Before we start, let’s build VPP with our two beautiful plugins, copy them to dcg-1, and install all the supporting packages we’ll need:
pim@vpp-builder:~/src/vpp$ make install-dep
pim@vpp-builder:~/src/vpp$ make build
pim@vpp-builder:~/src/vpp$ make build-release
pim@vpp-builder:~/src/vpp$ make pkg-deb
pim@vpp-builder:~/src/vpp$ dpkg -c build-root/vpp-plugin-core*.deb | egrep 'linux_(cp|nl)_plugin'
-rw-r--r-- root/root 92016 2021-03-27 12:06 ./usr/lib/x86_64-linux-gnu/vpp_plugins/linux_cp_plugin.so
-rw-r--r-- root/root 57208 2021-03-27 12:06 ./usr/lib/x86_64-linux-gnu/vpp_plugins/linux_nl_plugin.so
pim@vpp-builder:~/src/vpp$ scp build-root/*.deb root@dcg-1.nl.router.coloclue.net:/root/vpp/
pim@dcg-1:~$ sudo apt install libmbedcrypto3 libmbedtls12 libmbedx509-0 libnl-3-200 \
libnl-route-3-200 libnuma1 python3-cffi python3-cffi-backend python3-ply python3-pycparser
pim@dcg-1:~$ sudo dpkg -i /root/vpp/*.deb
pim@dcg-1:~$ sudo usermod -a -G vpp pim
On a BGP speaking router, netlink
messages can come in rather quickly as peers come and go. Due to an unfortunate design choice in the Linux kernel, messages are not buffered for clients, which means that a buffer overrun can occur. To avoid this, I’ll raise the netlink socket size to 64MB, leverging a feature that will create a producer queue in the Linux NL plugin, so that VPP can try to drain the messages from the kernel into its memory as quickly as possible. To be able to raise the netlink socket buffer size, we need to set some variables with sysctl
(take note as well on the usual variables VPP wants to set with regards to hugepages in /etc/sysctl.d/80-vpp.conf
, which the Debian package installs for you):
pim@dcg-1:~$ cat << EOF | sudo tee /etc/sysctl.d/81-vpp-netlink.conf
# Increase netlink to 64M
net.core.rmem_default=67108864
net.core.wmem_default=67108864
net.core.rmem_max=67108864
net.core.wmem_max=67108864
EOF
pim@dcg-1:~$ sudo sysctl -p /etc/sysctl.d/81-vpp-netlink.conf /etc/sysctl.d/80-vpp.conf
VPP Configuration
Now that I’m sure traffic to and from 185.52.225.0/24
will go over dcg-1, let’s take a look at the machine itself. It has a six network cards, two onboard Intel i210 gigabit and one Intel x710-DA4 quad-tengig network cards. To run VPP, the network cards in the machine need to be supported in Intel’s DPDK libraries. The ones in this machine are all OK (but as we’ll see later, problematic for unexplained reasons):
root@dcg-1:~# lspci | grep Ether
01:00.0 Ethernet controller: Intel Corporation Ethernet Controller X710 for 10GbE SFP+ (rev 02)

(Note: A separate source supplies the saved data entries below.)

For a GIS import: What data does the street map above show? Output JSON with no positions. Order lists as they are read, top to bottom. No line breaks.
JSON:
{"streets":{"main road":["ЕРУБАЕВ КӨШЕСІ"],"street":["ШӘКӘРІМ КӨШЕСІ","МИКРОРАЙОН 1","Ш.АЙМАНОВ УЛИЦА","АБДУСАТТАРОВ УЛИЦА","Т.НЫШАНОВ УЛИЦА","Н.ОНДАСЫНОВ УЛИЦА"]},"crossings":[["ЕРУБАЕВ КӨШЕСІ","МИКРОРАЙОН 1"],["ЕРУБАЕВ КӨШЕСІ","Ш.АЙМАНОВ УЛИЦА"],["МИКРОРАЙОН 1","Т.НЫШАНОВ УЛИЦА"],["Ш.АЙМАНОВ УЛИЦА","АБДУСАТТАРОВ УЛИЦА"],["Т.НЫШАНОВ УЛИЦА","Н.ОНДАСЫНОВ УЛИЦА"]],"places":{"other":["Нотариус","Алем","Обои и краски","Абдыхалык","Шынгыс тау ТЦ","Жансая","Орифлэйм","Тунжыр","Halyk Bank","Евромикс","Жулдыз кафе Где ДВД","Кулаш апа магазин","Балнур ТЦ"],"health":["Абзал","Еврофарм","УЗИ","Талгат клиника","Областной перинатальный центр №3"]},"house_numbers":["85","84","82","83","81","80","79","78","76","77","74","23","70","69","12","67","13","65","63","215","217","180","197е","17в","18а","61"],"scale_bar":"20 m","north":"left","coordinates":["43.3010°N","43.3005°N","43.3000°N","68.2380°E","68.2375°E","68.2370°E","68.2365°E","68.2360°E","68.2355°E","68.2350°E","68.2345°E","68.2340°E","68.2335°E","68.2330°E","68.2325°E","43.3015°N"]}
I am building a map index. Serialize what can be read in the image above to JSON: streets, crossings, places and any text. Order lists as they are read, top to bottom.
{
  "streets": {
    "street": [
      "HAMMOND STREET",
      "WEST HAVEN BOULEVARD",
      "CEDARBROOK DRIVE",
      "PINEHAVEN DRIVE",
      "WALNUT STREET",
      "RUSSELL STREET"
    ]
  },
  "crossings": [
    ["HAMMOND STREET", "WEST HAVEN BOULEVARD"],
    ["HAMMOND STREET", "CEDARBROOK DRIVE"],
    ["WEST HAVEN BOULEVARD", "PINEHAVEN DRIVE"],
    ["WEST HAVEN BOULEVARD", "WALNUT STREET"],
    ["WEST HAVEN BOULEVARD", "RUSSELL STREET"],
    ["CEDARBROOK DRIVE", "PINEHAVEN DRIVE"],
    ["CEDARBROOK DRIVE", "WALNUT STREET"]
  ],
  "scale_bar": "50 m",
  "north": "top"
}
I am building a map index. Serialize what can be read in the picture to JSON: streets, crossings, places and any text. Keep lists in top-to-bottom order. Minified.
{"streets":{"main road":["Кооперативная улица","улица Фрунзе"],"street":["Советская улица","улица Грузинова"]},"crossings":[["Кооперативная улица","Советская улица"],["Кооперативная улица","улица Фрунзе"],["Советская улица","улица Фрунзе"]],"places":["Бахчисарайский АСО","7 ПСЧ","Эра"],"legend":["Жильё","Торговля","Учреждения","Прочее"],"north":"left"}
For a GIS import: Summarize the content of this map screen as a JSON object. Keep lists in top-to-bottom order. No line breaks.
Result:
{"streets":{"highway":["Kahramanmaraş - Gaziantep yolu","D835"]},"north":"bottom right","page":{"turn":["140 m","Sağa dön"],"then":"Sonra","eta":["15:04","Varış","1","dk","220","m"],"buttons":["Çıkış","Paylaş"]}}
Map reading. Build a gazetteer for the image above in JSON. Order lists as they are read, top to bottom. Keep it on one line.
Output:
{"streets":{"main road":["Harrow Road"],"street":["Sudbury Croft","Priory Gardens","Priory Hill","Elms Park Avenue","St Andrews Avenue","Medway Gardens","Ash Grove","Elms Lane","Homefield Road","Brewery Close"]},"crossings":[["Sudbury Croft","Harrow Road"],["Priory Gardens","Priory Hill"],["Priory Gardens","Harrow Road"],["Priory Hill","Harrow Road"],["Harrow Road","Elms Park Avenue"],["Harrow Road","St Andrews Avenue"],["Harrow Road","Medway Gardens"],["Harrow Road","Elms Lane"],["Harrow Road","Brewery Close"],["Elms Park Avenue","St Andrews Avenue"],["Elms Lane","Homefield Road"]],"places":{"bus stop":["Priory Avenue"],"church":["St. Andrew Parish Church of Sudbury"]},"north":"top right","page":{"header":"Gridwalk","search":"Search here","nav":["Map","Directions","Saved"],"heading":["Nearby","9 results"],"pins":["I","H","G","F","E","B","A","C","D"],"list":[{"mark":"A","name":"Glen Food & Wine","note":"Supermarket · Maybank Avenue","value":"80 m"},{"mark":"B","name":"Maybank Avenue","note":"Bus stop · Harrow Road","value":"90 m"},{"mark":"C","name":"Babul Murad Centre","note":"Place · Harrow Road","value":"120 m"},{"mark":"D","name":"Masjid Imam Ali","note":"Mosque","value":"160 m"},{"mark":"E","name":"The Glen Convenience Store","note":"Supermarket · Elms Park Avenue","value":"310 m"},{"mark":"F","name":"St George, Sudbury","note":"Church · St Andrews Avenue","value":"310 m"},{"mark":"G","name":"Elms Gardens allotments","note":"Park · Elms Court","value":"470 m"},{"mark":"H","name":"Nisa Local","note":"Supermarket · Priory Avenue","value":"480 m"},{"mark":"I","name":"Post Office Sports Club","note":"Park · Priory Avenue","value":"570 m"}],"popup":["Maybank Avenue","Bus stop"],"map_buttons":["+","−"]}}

01:00.1 Ethernet controller: Intel Corporation Ethernet Controller X710 for 10GbE SFP+ (rev 02)
01:00.2 Ethernet controller: Intel Corporation Ethernet Controller X710 for 10GbE SFP+ (rev 02)
01:00.3 Ethernet controller: Intel Corporation Ethernet Controller X710 for 10GbE SFP+ (rev 02)
06:00.0 Ethernet controller: Intel Corporation I210 Gigabit Network Connection (rev 03)
07:00.0 Ethernet controller: Intel Corporation I210 Gigabit Network Connection (rev 03)
To handle the inbound traffic, netlink messages and other internal memory structure, I’ll allocate 2GB of hugepages to the VPP process. I’ll then of course enable the two Linux CP plugins. Because VPP has a lot of statistics counters (for example, a few stats for each used prefix in its forwarding information base or FIB), I will need to give it more than the default of 32MB of stats memory. I’d like to execute a few startup commands to further configure the VPP runtime upon startup, so I’ll add a startup-config stanza. Finally, although on a production router I would, here I will not specify the DPDK interfaces, because I know that VPP will take over any supported network card that is in link down state upon startup. As long as I boot the machine with unconfigured NICs, I will be good.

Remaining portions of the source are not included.